Anyway, this post is not about single quotes versus double quotes. It is about strings inside strings, or how strings can be used to compose other strings. The strict way of doing this is, for instance, %c = ‘red’; %s = ‘a ‘ + %c + ‘ car’;. This will be the same as ‘a red car’, but using the ‘+’ for chopping up a string is not very readable, especially if there are many inserts like %c. In Gekko versions prior to 3.0, it was possible to use %s = ‘a %c car’ instead. Allowing such syntax is of course tempting, and it is even one of the reasons sigils (type symbols like ‘%’) are used in some computer languages. But as the case often is: the devil is in the details. What if %c is not surrounded by blanks? It may be surrounded by ‘%’, ‘|’, ‘{‘, ‘}’, and so on, and it is not always easy to be sure that this works as intended in all corner cases.

Therefore, it was decided to use string interpolation instead, where string interpolation means inserting a string inside another string by means of certain placeholders, in practice implementing something akin to the f-string concept known from Python. So in Gekko 3.0, you should use %s = ‘a {%c} car’, where the {}-curlies is the placeholder. In Gekko 3.0, any expression may be put inside these {}-curlies, as long as the inside evaluates to a string or value. Therefore, the following is possible: %c1 = ‘r’; %c2 = ‘ed’; %s = ‘a {%c1 + %c2} car’;, where the inside of the {}-curly evaluates to ‘red’. Of course, ‘a {%c1}{%c2} car’ could be used instead, so the example is just to illustrate that expressions are allowed. Another example could be %t = 2020; TELL ‘The {%t} value is: {y[%t]/1000}’;, where y is a timeseries. You may even use {}-curlies inside {}-curlies, for instance: %s = ‘a{‘x{‘y’}z’}c’; which is that same as %s = ‘axyzc’;.

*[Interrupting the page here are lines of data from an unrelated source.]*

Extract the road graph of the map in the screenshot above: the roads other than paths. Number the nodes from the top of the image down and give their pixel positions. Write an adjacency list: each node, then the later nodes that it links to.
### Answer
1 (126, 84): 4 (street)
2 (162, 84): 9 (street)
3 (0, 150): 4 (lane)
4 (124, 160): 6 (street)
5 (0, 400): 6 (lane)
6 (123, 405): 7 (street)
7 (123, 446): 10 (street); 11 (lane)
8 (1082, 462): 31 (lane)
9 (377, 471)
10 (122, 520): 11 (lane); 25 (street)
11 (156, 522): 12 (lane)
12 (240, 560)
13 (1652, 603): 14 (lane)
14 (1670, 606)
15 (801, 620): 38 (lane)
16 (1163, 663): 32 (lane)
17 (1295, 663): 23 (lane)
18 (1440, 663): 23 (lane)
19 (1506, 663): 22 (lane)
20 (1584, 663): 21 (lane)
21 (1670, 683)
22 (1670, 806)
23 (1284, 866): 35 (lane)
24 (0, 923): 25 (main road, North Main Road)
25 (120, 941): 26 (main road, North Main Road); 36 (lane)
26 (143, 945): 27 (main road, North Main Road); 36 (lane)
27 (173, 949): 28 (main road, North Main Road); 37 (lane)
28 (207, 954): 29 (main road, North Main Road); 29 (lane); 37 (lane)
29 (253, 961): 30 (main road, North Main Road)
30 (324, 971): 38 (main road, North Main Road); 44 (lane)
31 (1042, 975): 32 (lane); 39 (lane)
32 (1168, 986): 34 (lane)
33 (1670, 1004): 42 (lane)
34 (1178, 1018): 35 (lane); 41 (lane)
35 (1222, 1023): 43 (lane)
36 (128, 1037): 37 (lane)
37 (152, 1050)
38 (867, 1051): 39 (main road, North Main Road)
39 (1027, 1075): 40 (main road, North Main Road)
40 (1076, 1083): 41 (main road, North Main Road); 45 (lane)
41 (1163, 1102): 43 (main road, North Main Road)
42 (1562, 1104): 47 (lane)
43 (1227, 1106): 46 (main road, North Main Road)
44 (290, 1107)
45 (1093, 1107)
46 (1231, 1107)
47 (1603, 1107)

This is all very good, but the best part of it is probably that names and strings in Gekko 3.0 are very easy to convert from one to another. For instance, in Gekko 3.0, x{%i}z is a variable name, and if %i = ‘y’, the name is xyz. If you need to convert this name into a string, you just add the single quotes: ‘x{%i}z’, which is the same as ‘xyz’. Conversely, the string ‘x{%i}z’ can be converted into x{%i}z by simply removing the quotes. In practice, this conversion arises quite often, for instance because a command or function only accepts a string rather than a name. An example could be a command like y = y + x{%i}z; where it is not certain if x{%i}z exists (and if it does not, y should be unchanged). There is an exist() function that checks for just that, but this function only accepts strings. So the syntax becomes IF (exist(‘x{%i}y’) == 1); y = y + x{%i}z; END; which easy to understand. Another example is that a list of strings like #m = (‘a{%i}b’, ‘x{%i}y’) can alternatively be written as a naked list, in the form #m = a{%i}b, x{%i}y, where the parentheses and quotes are dropped.

All in all, using string interpolation with {}-curlies inside strings is convenient and consistent, and as an extra convenience, the same kind of syntax is used regarding name-substitution, that is, {}-curlies inside variable names. You can even tell Gekko to format the {}-curlies in particular ways, for instance number of decimals (if the inside is a value), cf. OPTION string interpolate format.